═════ Provided records ═════
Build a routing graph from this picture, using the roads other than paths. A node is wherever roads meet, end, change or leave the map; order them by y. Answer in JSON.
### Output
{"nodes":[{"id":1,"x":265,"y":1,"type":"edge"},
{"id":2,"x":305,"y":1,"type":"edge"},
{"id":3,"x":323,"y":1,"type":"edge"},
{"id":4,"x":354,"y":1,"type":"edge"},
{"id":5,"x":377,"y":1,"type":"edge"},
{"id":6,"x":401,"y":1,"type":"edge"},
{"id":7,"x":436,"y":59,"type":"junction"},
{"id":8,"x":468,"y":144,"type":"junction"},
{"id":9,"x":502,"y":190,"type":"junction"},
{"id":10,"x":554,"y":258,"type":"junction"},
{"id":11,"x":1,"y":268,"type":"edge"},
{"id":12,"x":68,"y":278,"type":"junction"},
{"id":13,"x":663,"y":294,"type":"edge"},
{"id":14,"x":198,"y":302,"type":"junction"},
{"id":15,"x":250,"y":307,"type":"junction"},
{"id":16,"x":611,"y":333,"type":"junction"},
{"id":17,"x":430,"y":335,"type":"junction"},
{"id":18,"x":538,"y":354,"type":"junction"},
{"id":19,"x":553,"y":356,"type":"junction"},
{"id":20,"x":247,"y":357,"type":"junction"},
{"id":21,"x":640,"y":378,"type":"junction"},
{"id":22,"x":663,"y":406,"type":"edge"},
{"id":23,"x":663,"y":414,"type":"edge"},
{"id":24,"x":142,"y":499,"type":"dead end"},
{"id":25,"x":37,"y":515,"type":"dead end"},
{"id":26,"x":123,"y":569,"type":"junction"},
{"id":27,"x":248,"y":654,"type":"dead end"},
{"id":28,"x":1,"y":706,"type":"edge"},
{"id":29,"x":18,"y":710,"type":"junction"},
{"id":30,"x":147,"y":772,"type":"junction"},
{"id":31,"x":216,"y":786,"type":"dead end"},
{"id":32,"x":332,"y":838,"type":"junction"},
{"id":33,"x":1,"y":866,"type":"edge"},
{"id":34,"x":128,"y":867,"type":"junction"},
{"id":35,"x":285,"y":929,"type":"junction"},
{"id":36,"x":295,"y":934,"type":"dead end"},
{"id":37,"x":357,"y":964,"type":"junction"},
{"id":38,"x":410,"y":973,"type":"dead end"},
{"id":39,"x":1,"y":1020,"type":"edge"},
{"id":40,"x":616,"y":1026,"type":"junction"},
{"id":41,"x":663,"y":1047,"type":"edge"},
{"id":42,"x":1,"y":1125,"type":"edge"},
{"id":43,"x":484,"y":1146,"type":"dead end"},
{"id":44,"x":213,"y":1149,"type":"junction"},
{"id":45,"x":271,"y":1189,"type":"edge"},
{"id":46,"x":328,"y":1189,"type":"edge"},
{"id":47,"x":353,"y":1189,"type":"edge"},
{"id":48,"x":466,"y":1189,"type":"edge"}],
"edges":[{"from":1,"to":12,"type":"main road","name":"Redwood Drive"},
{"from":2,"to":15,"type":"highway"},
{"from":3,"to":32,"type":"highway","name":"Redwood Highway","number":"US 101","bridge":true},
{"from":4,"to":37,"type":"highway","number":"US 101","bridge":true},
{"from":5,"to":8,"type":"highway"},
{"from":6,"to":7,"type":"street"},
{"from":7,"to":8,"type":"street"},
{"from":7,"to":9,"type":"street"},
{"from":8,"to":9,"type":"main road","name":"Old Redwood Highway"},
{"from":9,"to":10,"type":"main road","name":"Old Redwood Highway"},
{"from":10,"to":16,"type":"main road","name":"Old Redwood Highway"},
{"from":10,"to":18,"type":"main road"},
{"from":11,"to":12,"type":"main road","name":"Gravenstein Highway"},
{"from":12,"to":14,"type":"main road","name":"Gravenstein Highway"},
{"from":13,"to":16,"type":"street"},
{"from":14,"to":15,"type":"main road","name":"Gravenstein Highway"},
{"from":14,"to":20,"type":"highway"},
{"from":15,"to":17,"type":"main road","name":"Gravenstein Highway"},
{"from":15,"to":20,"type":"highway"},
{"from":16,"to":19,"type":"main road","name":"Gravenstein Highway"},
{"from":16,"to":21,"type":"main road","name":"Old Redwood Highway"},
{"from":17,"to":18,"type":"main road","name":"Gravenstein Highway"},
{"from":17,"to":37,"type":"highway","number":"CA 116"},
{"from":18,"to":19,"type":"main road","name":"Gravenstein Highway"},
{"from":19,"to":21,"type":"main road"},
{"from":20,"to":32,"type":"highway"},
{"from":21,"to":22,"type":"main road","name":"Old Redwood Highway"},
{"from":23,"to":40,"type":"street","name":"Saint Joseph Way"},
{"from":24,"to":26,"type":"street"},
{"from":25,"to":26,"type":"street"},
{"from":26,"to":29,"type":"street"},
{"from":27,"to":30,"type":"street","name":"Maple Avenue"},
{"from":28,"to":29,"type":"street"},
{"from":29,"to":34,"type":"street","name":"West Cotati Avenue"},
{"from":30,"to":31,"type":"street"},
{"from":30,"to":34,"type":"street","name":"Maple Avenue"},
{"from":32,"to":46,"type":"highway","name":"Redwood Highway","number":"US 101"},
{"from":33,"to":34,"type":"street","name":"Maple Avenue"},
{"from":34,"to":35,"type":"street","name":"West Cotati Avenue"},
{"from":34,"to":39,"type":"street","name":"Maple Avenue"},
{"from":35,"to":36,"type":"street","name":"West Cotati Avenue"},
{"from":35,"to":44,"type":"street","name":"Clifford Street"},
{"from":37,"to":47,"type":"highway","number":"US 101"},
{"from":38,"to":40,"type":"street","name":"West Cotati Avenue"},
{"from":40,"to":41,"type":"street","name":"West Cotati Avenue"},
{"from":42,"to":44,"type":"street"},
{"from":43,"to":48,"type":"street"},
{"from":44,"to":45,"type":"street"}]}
═════
═════ Provided records ═════
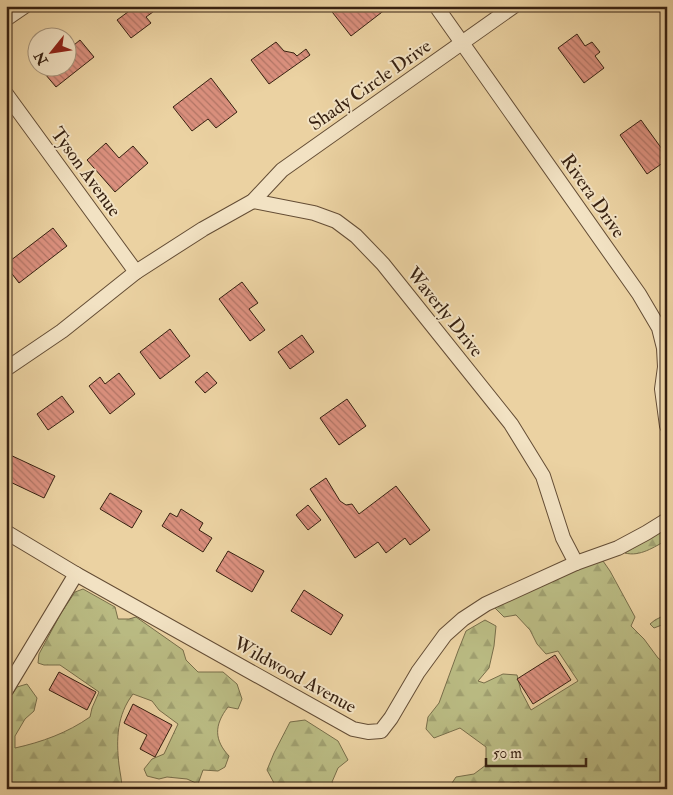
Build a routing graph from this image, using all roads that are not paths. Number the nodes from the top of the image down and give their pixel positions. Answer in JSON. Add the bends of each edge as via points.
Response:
═════
§ What the task requires
Your answer should consist of the lines above that hold the word "routing".

§ Problem solution
Build a routing graph from this picture, using the roads other than paths. A node is wherever roads meet, end, change or leave the map; order them by y. Answer in JSON.
Build a routing graph from this image, using all roads that are not paths. Number the nodes from the top of the image down and give their pixel positions. Answer in JSON. Add the bends of each edge as via points.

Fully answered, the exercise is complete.